Cellular stability is constantly compromised due to unstable ssDNA being generated during a variety of DNA metabolic processes. A group of proteins, known as single stranded DNA binding (SSB) proteins, are responsible for binding exposed ssDNA and thus providing temporary protection in these events.
Here, we present the high-resolution NMR structure of the SSB from the hyperthermophylic archeal organism Sulfolobus solfataricus (SsoSSB) in complex with a 6T ssDNA oligonucleotide.

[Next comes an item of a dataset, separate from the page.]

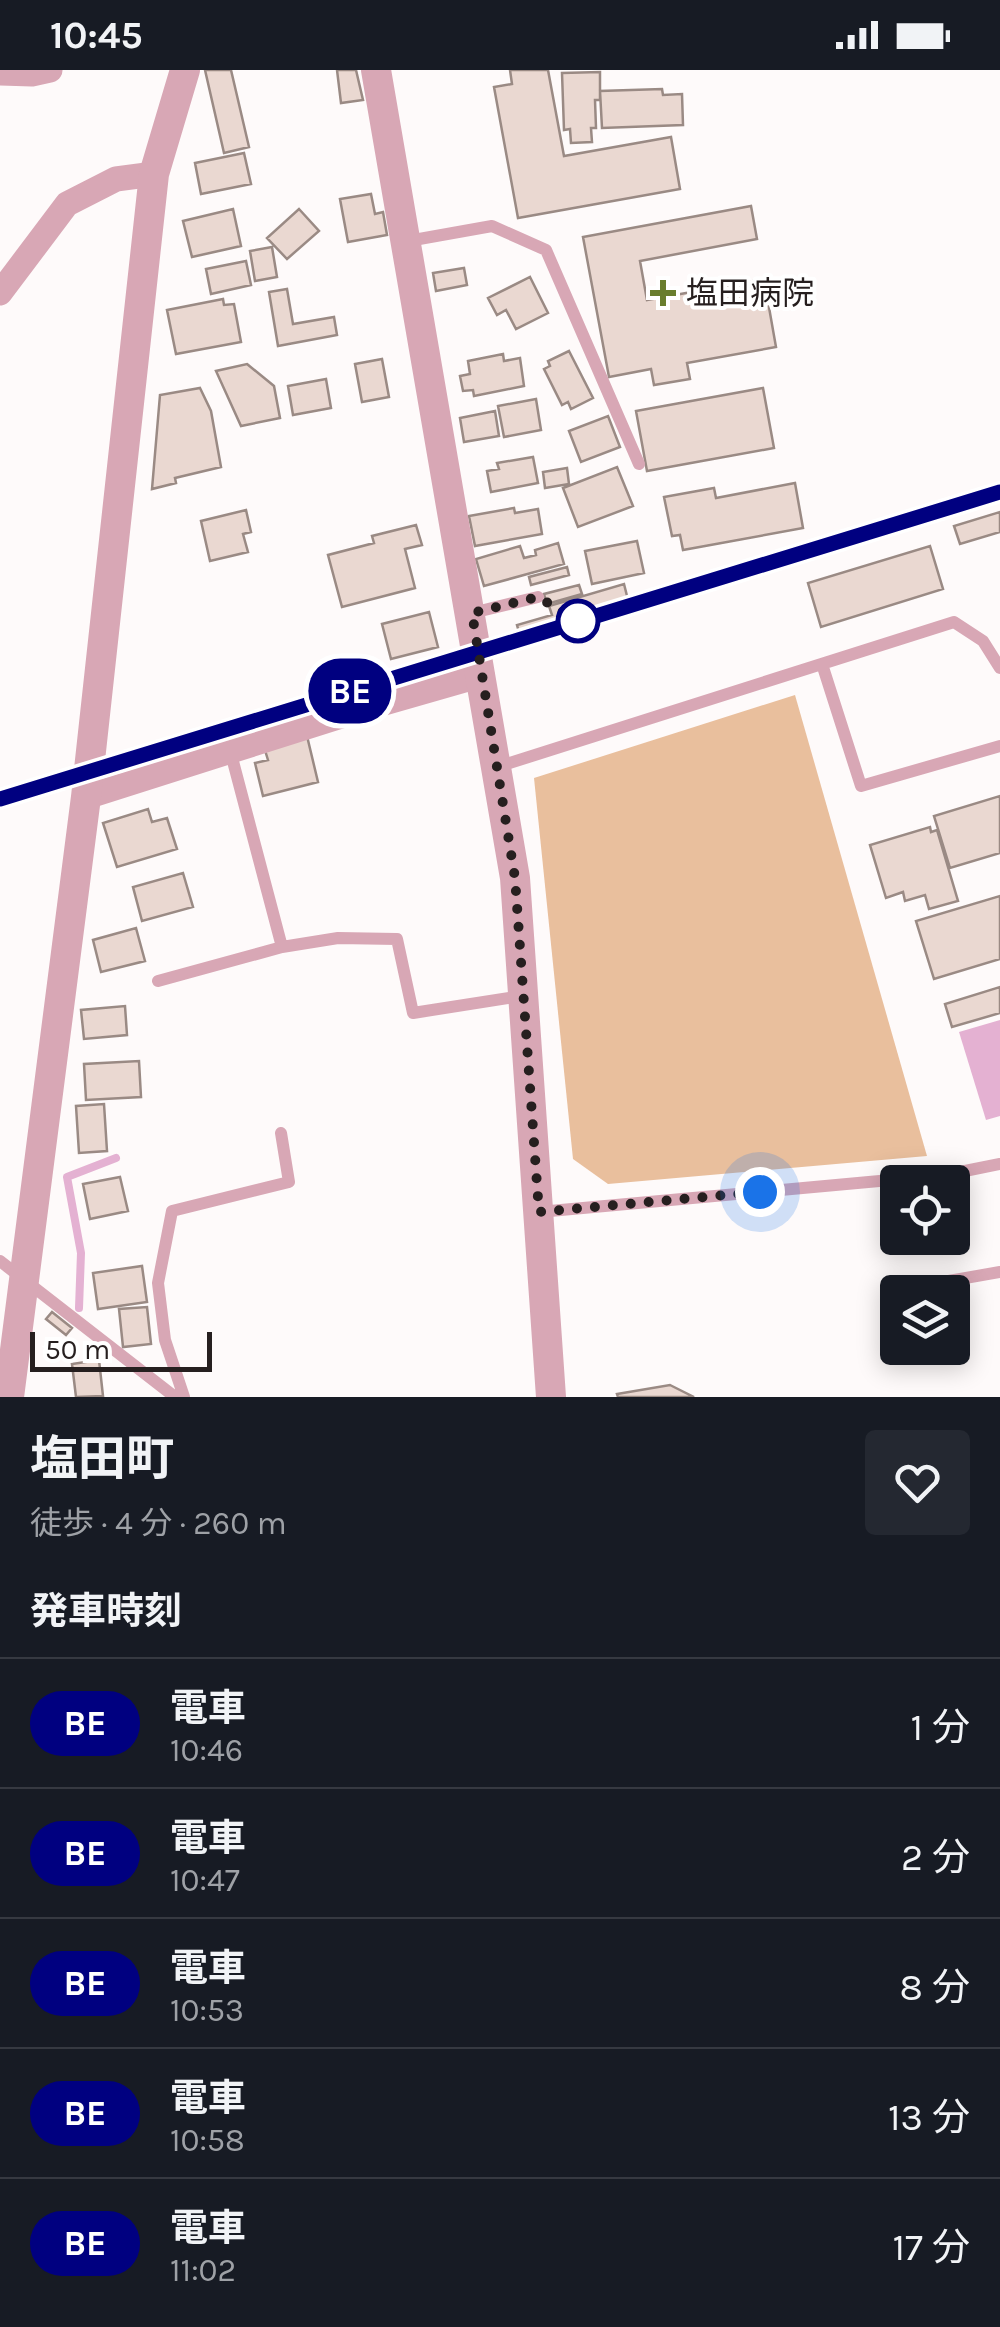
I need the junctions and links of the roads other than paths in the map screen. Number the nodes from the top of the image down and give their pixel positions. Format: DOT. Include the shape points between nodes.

We have used a combination of intermolecular NOEs, paramagnetic resonance enhancement (PRE) data and mutagenesis to determine the structural basis of ssDNA recognition by SsoSSB. The majority of intermolecular NOEs were observed between three aromatic residues located in the hydrophobic binding cleft of SsoSSB and three of the six thymines resulting in a base-stacking binding mechanism. The complex structure is further stabilized by hydrophobic contacts made by two isoleucines and one threonine to several thymine methyl groups as well as several electrostatic interactions between positively charged lysines and negatively charged DNA side chain or backbone atoms. Notable, although SsoSSB binding to ssDNA is not sequence-specific, we were able to show directionality using our PRE data.
Our structure also reveals similarities to the existing structure of human replication protein A (RPA) indicating that the molecular details of DNA-recognition of these SSBs are conserved throughout evolution.